TASK GOAL:
For every entry that follows, return the words exactly and omit any picture.

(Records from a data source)
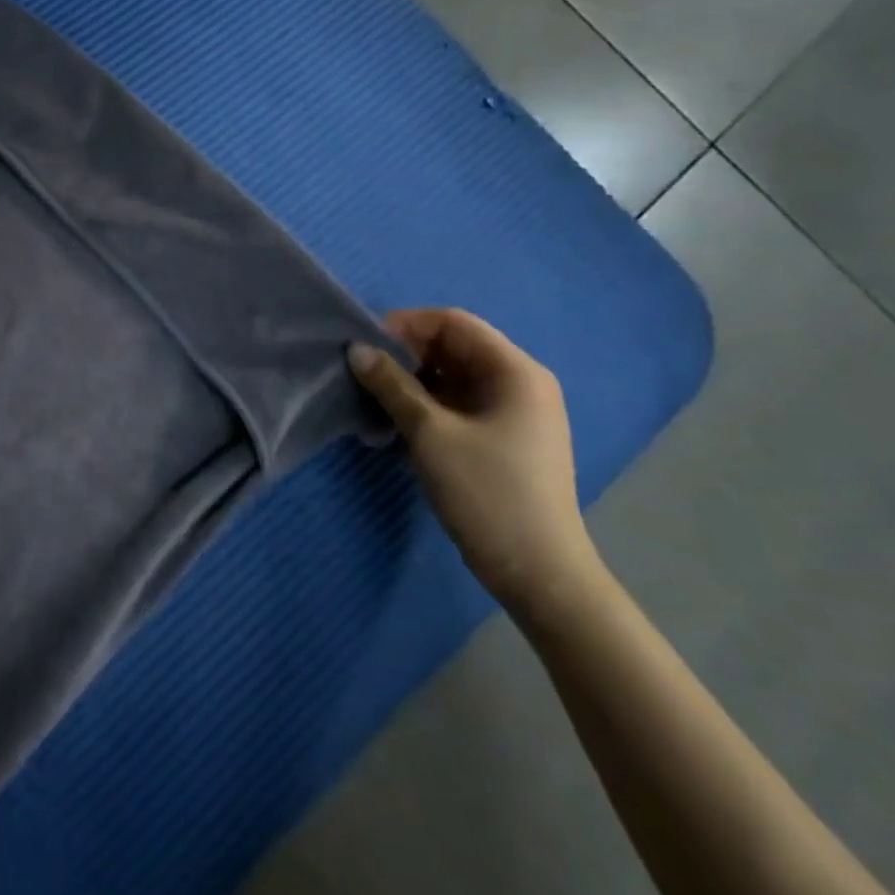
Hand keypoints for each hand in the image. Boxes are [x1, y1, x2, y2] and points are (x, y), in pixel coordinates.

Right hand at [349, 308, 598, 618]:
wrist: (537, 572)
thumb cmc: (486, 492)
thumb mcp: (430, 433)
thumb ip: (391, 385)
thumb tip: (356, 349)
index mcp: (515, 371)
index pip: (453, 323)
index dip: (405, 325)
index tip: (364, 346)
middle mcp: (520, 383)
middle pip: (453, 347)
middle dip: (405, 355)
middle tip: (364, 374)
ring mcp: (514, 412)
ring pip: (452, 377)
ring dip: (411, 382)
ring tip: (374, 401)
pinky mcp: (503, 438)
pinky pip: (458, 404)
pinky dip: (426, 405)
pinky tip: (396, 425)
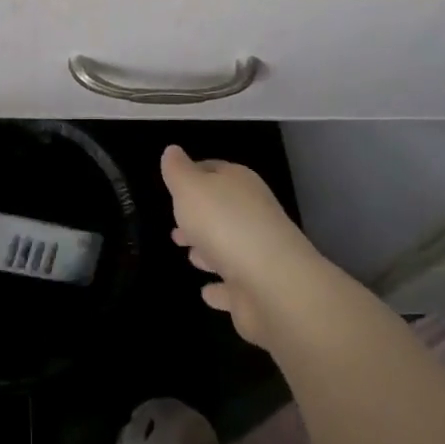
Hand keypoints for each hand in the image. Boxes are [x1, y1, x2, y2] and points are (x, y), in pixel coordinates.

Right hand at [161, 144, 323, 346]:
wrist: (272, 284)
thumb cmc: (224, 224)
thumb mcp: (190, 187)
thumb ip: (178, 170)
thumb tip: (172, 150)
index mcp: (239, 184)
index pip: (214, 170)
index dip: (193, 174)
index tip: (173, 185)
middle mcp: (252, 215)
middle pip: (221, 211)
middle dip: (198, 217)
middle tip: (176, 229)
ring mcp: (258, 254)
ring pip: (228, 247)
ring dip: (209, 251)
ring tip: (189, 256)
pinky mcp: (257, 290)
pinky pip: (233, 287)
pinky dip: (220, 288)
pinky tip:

RESULT FOR THIS TASK:
Hand keypoints for each hand in the image. Boxes are [x1, y1, x2, y2] and points are (x, y), in pixel coordinates.

Right hand at [349, 308, 598, 618]:
wrist: (537, 572)
thumb cmc: (486, 492)
thumb mcp: (430, 433)
thumb ip: (391, 385)
thumb tip: (356, 349)
index mcp: (515, 371)
index pip: (453, 323)
index dip: (405, 325)
index tip: (364, 346)
middle mcp: (520, 383)
middle pip: (453, 347)
middle dip: (405, 355)
middle tip: (364, 374)
ring mcp: (514, 412)
ring pip: (452, 377)
ring dip: (411, 382)
ring tip: (374, 401)
pinky mcp: (503, 438)
pinky pip: (458, 404)
pinky dip: (426, 405)
pinky tip: (396, 425)
Hand keypoints for each hand in the image. Boxes are [x1, y1, x2, y2] and points are (x, y), in pixel coordinates.

Right hand at [161, 144, 323, 346]:
wrist: (272, 284)
thumb cmc: (224, 224)
thumb mcp: (190, 187)
thumb ip: (178, 170)
thumb tip: (172, 150)
index mcp: (239, 184)
index pip: (214, 170)
index dip: (193, 174)
index tip: (173, 185)
middle mcp: (252, 215)
middle pip: (221, 211)
middle dip: (198, 217)
middle tip: (176, 229)
ring mcp: (258, 254)
ring pip: (228, 247)
ring dip: (209, 251)
ring tip: (189, 256)
pinky mcp: (257, 290)
pinky pip: (233, 287)
pinky dip: (220, 288)
pinky tip:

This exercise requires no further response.